- [ABOUT THIS EXERCISE]:
Every line of the material that holds "Format" should be counted; give the number and nothing more.

- [INPUT MATERIAL]:
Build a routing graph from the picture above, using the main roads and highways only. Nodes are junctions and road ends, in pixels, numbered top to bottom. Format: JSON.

--

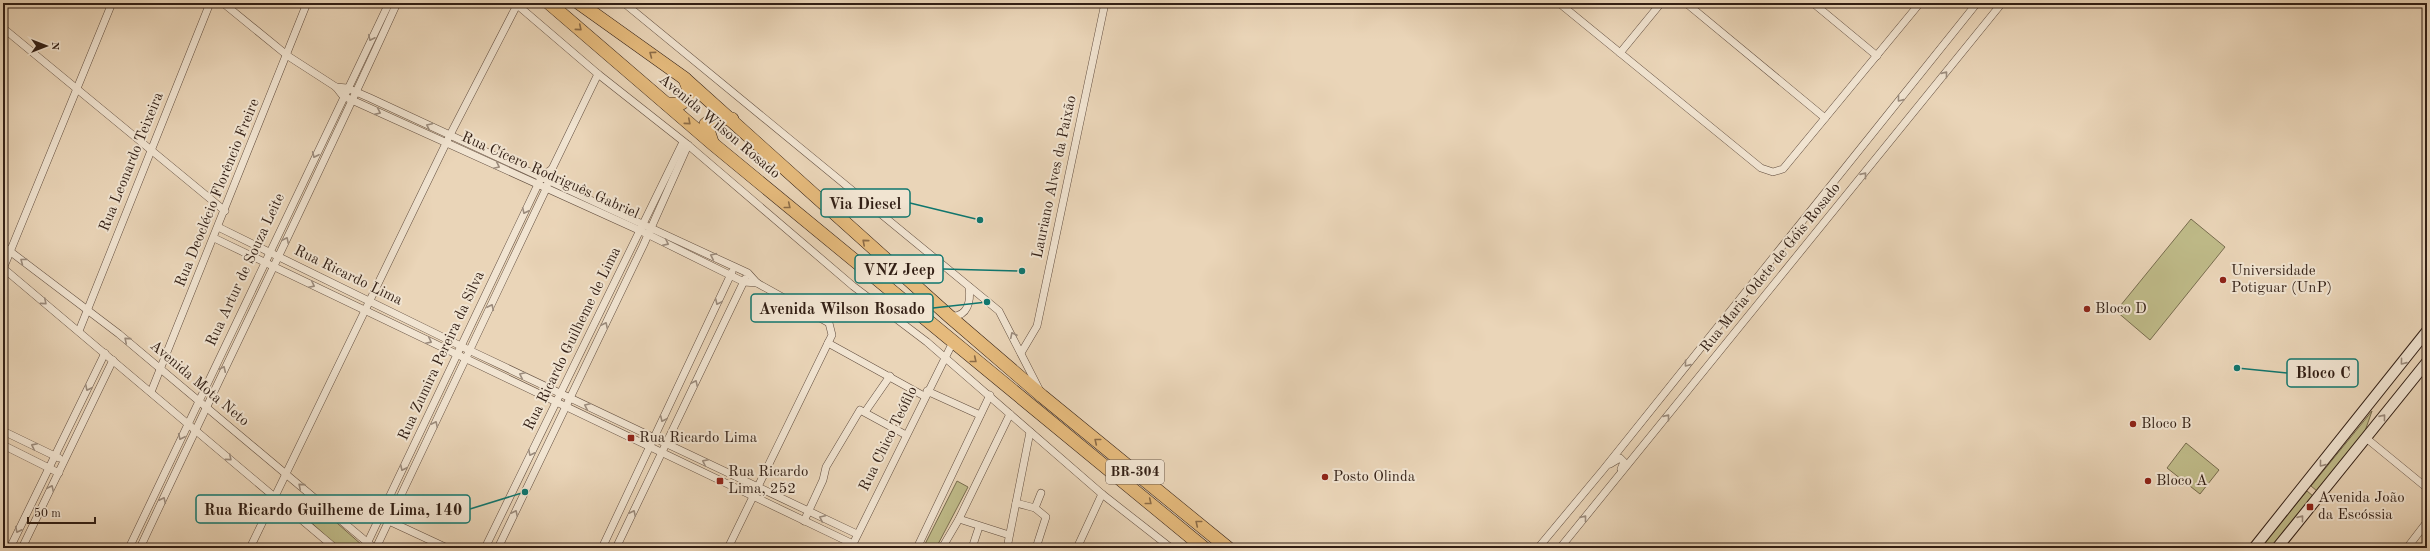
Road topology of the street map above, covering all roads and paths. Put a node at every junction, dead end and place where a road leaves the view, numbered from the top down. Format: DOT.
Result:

- [TASK RESPONSE]:
2